◆ WORK TASK ◆
From the line below that contains "static void R(double" to the line that contains "static void Q(double", repeat every line exactly, both ends included, and nothing else.

····················

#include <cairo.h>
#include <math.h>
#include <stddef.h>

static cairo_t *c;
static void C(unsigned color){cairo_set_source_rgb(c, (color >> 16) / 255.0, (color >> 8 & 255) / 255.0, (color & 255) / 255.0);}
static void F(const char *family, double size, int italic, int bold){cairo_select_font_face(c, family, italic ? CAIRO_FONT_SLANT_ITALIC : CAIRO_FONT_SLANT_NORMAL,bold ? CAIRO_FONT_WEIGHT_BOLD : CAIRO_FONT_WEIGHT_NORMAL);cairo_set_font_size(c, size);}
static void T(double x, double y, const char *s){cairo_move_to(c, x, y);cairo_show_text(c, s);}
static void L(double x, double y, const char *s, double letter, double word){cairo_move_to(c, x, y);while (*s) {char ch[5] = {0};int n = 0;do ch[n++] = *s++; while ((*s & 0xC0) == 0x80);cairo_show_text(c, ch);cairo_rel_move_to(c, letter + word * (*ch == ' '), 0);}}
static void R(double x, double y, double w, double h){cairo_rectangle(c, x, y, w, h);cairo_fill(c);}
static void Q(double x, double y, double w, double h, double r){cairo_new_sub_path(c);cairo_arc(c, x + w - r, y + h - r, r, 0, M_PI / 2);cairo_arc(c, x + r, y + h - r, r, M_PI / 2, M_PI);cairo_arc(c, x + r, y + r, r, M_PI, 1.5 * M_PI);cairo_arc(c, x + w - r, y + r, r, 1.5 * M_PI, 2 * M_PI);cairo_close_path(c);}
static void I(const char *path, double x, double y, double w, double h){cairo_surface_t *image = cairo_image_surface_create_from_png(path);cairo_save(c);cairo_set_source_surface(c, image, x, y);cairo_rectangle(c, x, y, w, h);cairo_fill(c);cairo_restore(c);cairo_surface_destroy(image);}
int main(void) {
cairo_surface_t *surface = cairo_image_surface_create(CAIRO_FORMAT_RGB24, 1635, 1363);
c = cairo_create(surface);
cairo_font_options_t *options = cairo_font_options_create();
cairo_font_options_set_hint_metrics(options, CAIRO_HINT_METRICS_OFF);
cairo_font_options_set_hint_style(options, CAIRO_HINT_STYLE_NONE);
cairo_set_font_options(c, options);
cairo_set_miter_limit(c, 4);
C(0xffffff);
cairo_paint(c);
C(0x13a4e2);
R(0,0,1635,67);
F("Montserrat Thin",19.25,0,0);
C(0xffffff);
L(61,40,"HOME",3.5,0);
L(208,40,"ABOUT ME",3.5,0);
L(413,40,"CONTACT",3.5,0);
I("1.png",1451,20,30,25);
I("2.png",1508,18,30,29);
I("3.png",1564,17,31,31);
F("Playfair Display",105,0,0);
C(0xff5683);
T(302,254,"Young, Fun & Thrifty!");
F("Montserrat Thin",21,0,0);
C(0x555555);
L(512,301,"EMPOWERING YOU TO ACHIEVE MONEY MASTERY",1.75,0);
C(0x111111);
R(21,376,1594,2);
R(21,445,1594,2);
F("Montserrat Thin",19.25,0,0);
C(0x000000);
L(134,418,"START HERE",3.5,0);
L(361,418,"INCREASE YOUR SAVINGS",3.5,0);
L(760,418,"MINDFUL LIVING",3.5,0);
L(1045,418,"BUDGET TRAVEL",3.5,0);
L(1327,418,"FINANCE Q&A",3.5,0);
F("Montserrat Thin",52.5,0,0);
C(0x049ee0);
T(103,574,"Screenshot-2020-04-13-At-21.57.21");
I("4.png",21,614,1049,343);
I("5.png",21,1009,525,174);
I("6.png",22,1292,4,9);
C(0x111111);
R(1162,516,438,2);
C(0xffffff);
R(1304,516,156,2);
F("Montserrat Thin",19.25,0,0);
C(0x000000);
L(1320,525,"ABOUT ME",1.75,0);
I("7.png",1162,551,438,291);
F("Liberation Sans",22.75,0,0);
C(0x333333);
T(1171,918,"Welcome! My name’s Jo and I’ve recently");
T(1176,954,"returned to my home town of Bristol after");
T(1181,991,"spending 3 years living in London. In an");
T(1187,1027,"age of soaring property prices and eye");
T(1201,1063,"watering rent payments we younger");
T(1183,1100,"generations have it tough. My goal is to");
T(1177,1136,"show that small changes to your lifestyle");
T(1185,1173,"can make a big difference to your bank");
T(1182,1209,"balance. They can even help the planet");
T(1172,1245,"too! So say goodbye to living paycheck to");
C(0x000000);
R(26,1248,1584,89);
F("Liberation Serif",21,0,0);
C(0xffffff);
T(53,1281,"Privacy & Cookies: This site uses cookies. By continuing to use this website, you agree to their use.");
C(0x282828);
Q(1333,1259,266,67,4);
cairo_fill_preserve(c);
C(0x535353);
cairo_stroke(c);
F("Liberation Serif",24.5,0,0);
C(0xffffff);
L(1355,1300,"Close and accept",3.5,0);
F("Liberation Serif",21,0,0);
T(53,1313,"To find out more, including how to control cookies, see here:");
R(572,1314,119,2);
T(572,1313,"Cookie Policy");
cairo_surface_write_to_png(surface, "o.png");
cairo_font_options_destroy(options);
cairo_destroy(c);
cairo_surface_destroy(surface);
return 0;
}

····················

◆ SOLUTION TO THIS PROBLEM ◆
static void R(double x, double y, double w, double h){cairo_rectangle(c, x, y, w, h);cairo_fill(c);}
static void Q(double x, double y, double w, double h, double r){cairo_new_sub_path(c);cairo_arc(c, x + w - r, y + h - r, r, 0, M_PI / 2);cairo_arc(c, x + r, y + h - r, r, M_PI / 2, M_PI);cairo_arc(c, x + r, y + r, r, M_PI, 1.5 * M_PI);cairo_arc(c, x + w - r, y + r, r, 1.5 * M_PI, 2 * M_PI);cairo_close_path(c);}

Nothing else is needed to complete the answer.